Parce qu'en confiant à Alain Juppé la mission de restaurer le crédit de la politique étrangère française, a fortiori en saluant son expérience et sa compétence - c'est tout juste s'il n'a pas dit, comme Chirac jadis, "il est le meilleur d'entre nous" -, Nicolas Sarkozy se défait d'une de ses attributions les plus essentielles. Et il ne le fait pas au profit d'un fidèle, d'un homme qui lui serait entièrement acquis, mais, au contraire, de quelqu'un qui a toujours été son rival et qui n'a pas ménagé ses critiques contre sa politique, même depuis qu'il est au gouvernement. Par exemple, Alain Juppé a déploré l'été dernier la campagne contre les Roms et, la semaine dernière encore, il a dénoncé l'idée d'un grand débat sur l'islam - dont chacun sait qu'elle vient de Nicolas Sarkozy. Donc s'il fait appel à lui, c'est qu'il n'a pas le choix. Il ne l'appelle pas au gouvernement, il l'appelle... au secours !

Ça veut dire qu'Alain Juppé était vraiment le seul capable de relancer la diplomatie française ?

C'est vrai qu'il a laissé au Quai d'Orsay le souvenir d'un grand professionnel. Mais on ne peut pas dire qu'il était le seul puisque Nicolas Sarkozy a aussi proposé le poste à Dominique de Villepin - qui l'a refusé. Il lui fallait quelqu'un qui en impose. Ce n'était plus le cas de MAM et pas davantage de François Fillon - rappelez-vous : on nous avait annoncé en novembre que le Premier ministre allait se déployer, y compris à l'internationale. On a vu. Ou, plus exactement, on n'a rien vu. Maintenant, le rapport de forces politique est nettement favorable à Alain Juppé. Il avait écrit l'an dernier une tribune dans Le Monde sur la crise du Quai d'Orsay, avec un autre ancien ministre des Affaires étrangères, Hubert Védrine, dans laquelle il désapprouvait la diminution du budget de la diplomatie. On va voir s'il pourra enrayer ce mouvement. Et puis, sur le fond, il a coécrit en 2008 avec Louis Schweitzer un livre blanc sur la politique étrangère qui jugeait essentielle "la stabilité dans les pays du Maghreb". Vous voyez, tout le monde peut se tromper... même Juppé !

Pourquoi parlez-vous d'une deuxième abdication ?

La première a eu lieu en novembre, quand Nicolas Sarkozy a finalement renoncé à se débarrasser de François Fillon. Il a donné le sentiment de ne pas être totalement maître de ses décisions.
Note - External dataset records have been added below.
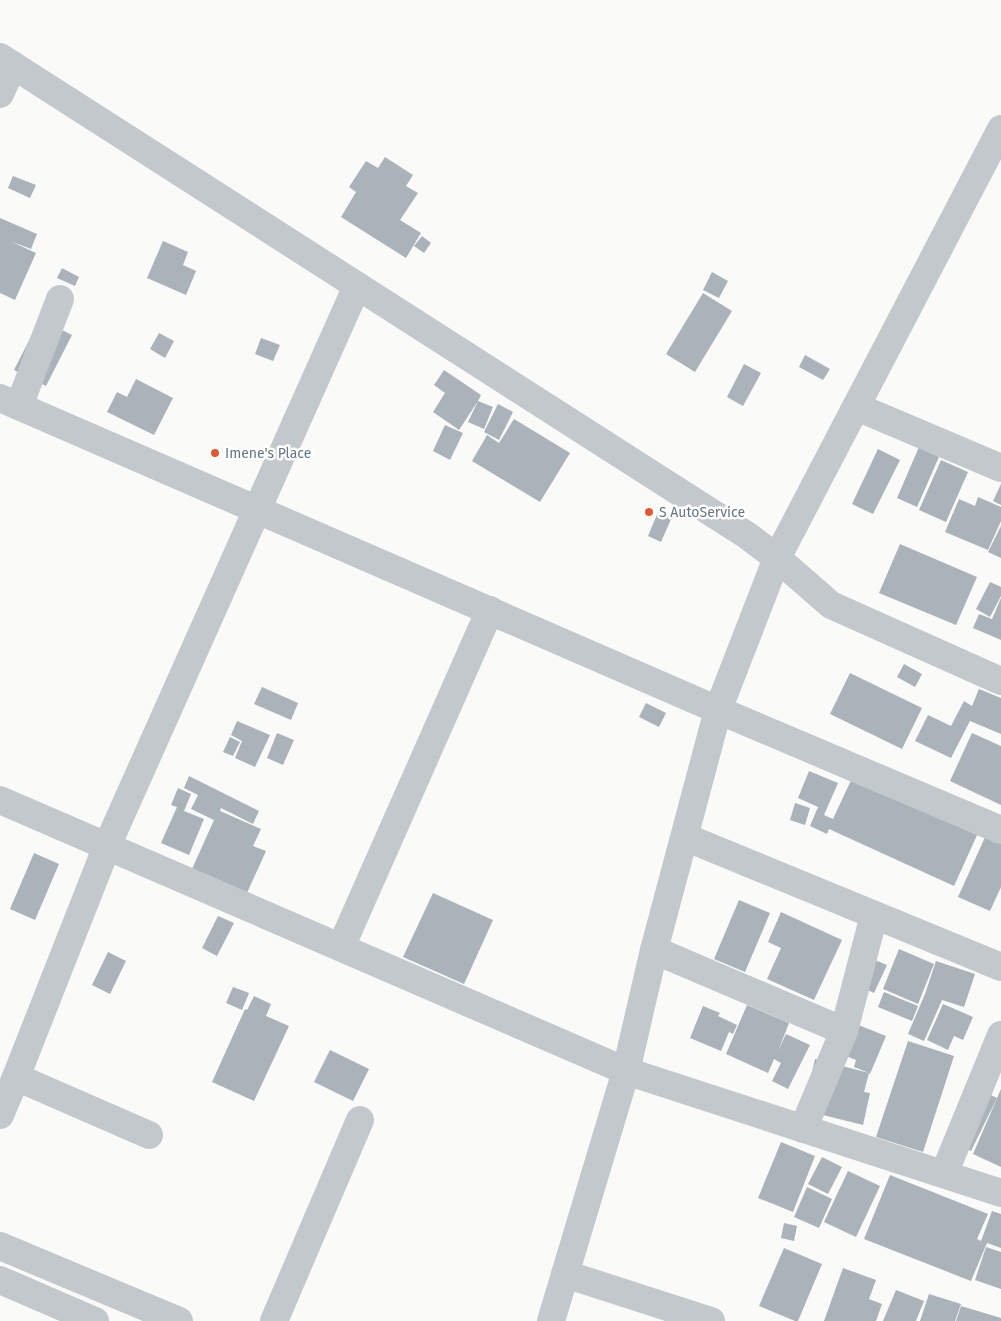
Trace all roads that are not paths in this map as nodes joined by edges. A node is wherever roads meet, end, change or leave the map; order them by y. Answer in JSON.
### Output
{"nodes":[{"id":1,"x":6,"y":61,"type":"edge"},
{"id":2,"x":0,"y":94,"type":"edge"},
{"id":3,"x":1001,"y":129,"type":"edge"},
{"id":4,"x":357,"y":286,"type":"junction"},
{"id":5,"x":60,"y":299,"type":"dead end"},
{"id":6,"x":9,"y":402,"type":"edge"},
{"id":7,"x":857,"y":407,"type":"junction"},
{"id":8,"x":1001,"y":468,"type":"edge"},
{"id":9,"x":257,"y":510,"type":"junction"},
{"id":10,"x":777,"y":558,"type":"junction"},
{"id":11,"x":490,"y":610,"type":"junction"},
{"id":12,"x":1001,"y":681,"type":"edge"},
{"id":13,"x":718,"y":710,"type":"junction"},
{"id":14,"x":0,"y":800,"type":"edge"},
{"id":15,"x":1001,"y":830,"type":"edge"},
{"id":16,"x":685,"y":837,"type":"junction"},
{"id":17,"x":107,"y":846,"type":"junction"},
{"id":18,"x":874,"y":915,"type":"junction"},
{"id":19,"x":341,"y":948,"type":"junction"},
{"id":20,"x":654,"y":950,"type":"junction"},
{"id":21,"x":1001,"y":967,"type":"edge"},
{"id":22,"x":844,"y":1031,"type":"junction"},
{"id":23,"x":1001,"y":1035,"type":"edge"},
{"id":24,"x":626,"y":1071,"type":"junction"},
{"id":25,"x":16,"y":1077,"type":"junction"},
{"id":26,"x":0,"y":1114,"type":"edge"},
{"id":27,"x":360,"y":1120,"type":"dead end"},
{"id":28,"x":803,"y":1129,"type":"junction"},
{"id":29,"x":149,"y":1135,"type":"dead end"},
{"id":30,"x":944,"y":1174,"type":"junction"},
{"id":31,"x":1001,"y":1193,"type":"edge"},
{"id":32,"x":0,"y":1246,"type":"edge"},
{"id":33,"x":565,"y":1274,"type":"junction"},
{"id":34,"x":0,"y":1280,"type":"edge"},
{"id":35,"x":95,"y":1321,"type":"edge"},
{"id":36,"x":179,"y":1321,"type":"edge"},
{"id":37,"x":274,"y":1321,"type":"edge"},
{"id":38,"x":551,"y":1321,"type":"edge"},
{"id":39,"x":711,"y":1321,"type":"edge"}],
"edges":[{"from":1,"to":2,"type":"street"},
{"from":1,"to":4,"type":"street"},
{"from":3,"to":7,"type":"street"},
{"from":4,"to":9,"type":"street"},
{"from":4,"to":10,"type":"street"},
{"from":5,"to":6,"type":"street"},
{"from":6,"to":9,"type":"street"},
{"from":7,"to":8,"type":"street"},
{"from":7,"to":10,"type":"street"},
{"from":9,"to":11,"type":"street"},
{"from":9,"to":17,"type":"street"},
{"from":10,"to":12,"type":"street"},
{"from":10,"to":13,"type":"street"},
{"from":11,"to":13,"type":"street"},
{"from":11,"to":19,"type":"street"},
{"from":13,"to":15,"type":"street"},
{"from":13,"to":16,"type":"street"},
{"from":14,"to":17,"type":"street"},
{"from":16,"to":18,"type":"street"},
{"from":16,"to":20,"type":"street"},
{"from":17,"to":19,"type":"street"},
{"from":17,"to":25,"type":"street"},
{"from":18,"to":21,"type":"street"},
{"from":18,"to":22,"type":"street"},
{"from":19,"to":24,"type":"street"},
{"from":20,"to":22,"type":"street"},
{"from":20,"to":24,"type":"street"},
{"from":22,"to":28,"type":"street"},
{"from":23,"to":30,"type":"street"},
{"from":24,"to":28,"type":"street"},
{"from":24,"to":33,"type":"street"},
{"from":25,"to":26,"type":"street"},
{"from":25,"to":29,"type":"street"},
{"from":27,"to":37,"type":"street"},
{"from":28,"to":30,"type":"street"},
{"from":30,"to":31,"type":"street"},
{"from":32,"to":36,"type":"street"},
{"from":33,"to":38,"type":"street"},
{"from":33,"to":39,"type":"street"},
{"from":34,"to":35,"type":"street"}]}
Trois mois plus tard, rebelote : il se résout à remercier Michèle Alliot-Marie après l'avoir soutenue le plus longtemps possible. Et tout le monde sait qu'Alain Juppé a dicté ses conditions, à commencer par la mise à l'écart de Claude Guéant des affaires internationales. Or, si le secrétaire général de l'Élysée effectuait jusqu'ici des missions à l'étranger, c'était bien à la demande de Nicolas Sarkozy. Donc il est bien clair que Juppé a demandé et obtenu son propre domaine réservé. On est assez loin de l'opération de représidentialisation que l'Élysée annonçait il y a quelques semaines...
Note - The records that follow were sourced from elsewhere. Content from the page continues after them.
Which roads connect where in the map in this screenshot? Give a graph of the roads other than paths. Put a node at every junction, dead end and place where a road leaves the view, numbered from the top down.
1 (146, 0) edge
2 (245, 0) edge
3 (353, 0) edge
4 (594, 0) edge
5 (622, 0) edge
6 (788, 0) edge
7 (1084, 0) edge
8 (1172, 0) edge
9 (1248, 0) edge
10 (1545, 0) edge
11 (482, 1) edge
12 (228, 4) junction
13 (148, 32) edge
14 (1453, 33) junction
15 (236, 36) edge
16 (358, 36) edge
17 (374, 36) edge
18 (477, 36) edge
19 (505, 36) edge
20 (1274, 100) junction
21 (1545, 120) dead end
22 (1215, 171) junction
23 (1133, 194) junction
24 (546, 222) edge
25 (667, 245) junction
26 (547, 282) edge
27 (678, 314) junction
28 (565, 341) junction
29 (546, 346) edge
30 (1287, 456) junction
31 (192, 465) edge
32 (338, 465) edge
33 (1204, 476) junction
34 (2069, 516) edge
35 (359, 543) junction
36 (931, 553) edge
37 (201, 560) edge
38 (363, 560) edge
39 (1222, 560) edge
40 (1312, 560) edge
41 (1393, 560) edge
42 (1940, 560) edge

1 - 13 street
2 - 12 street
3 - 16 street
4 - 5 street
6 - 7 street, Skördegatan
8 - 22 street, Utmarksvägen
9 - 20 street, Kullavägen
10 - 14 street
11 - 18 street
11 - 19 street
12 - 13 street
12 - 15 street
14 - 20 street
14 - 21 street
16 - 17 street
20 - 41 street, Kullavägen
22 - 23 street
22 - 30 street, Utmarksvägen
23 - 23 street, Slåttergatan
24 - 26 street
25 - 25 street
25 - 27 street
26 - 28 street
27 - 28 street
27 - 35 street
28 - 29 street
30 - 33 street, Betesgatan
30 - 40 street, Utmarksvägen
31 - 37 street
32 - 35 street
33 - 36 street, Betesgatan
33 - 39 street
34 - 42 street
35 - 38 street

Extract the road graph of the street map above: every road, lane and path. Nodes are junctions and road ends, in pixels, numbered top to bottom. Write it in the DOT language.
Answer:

La conséquence, c'est que Claude Guéant devient ministre de l'Intérieur. Ça veut dire que Nicolas Sarkozy en fait son homme-clé pour 2012 ?

Disons que Guéant est un peu à Nicolas Sarkozy ce qu'Alain Juppé était à Jacques Chirac. C'est un homme remarquable, mais plutôt moins politique que Brice Hortefeux, qui était déjà un fidèle au ministère de l'Intérieur. La conclusion, c'est plutôt que l'Élysée risque d'être un peu moins fort alors que Fillon, Copé et maintenant Juppé se sont renforcés. Peut-être que Nicolas Sarkozy se dit que moins il concentrera le pouvoir jusqu'en 2012, plus il aura de chance de le garder...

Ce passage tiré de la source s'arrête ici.